■ TRY IT
Write out the full listing exactly as it appears below.

■ MATERIALS PROVIDED
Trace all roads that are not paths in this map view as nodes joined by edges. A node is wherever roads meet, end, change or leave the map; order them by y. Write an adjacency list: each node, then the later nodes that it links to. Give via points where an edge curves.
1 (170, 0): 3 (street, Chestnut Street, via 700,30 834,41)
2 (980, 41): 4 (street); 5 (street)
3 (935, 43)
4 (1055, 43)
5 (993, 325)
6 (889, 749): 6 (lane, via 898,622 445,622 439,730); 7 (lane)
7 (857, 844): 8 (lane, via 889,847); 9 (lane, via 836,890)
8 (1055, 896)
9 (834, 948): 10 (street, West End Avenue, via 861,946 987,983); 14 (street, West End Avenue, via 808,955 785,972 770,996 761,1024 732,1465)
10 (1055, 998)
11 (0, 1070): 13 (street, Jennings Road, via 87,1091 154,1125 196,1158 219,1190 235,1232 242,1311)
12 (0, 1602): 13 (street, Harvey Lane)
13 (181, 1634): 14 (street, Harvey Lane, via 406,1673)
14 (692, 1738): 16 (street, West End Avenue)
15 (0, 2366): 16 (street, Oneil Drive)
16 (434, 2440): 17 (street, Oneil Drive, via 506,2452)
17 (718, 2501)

■ SOLUTION TO THE EXERCISE
Trace all roads that are not paths in this map view as nodes joined by edges. A node is wherever roads meet, end, change or leave the map; order them by y. Write an adjacency list: each node, then the later nodes that it links to. Give via points where an edge curves.
1 (170, 0): 3 (street, Chestnut Street, via 700,30 834,41)
2 (980, 41): 4 (street); 5 (street)
3 (935, 43)
4 (1055, 43)
5 (993, 325)
6 (889, 749): 6 (lane, via 898,622 445,622 439,730); 7 (lane)
7 (857, 844): 8 (lane, via 889,847); 9 (lane, via 836,890)
8 (1055, 896)
9 (834, 948): 10 (street, West End Avenue, via 861,946 987,983); 14 (street, West End Avenue, via 808,955 785,972 770,996 761,1024 732,1465)
10 (1055, 998)
11 (0, 1070): 13 (street, Jennings Road, via 87,1091 154,1125 196,1158 219,1190 235,1232 242,1311)
12 (0, 1602): 13 (street, Harvey Lane)
13 (181, 1634): 14 (street, Harvey Lane, via 406,1673)
14 (692, 1738): 16 (street, West End Avenue)
15 (0, 2366): 16 (street, Oneil Drive)
16 (434, 2440): 17 (street, Oneil Drive, via 506,2452)
17 (718, 2501)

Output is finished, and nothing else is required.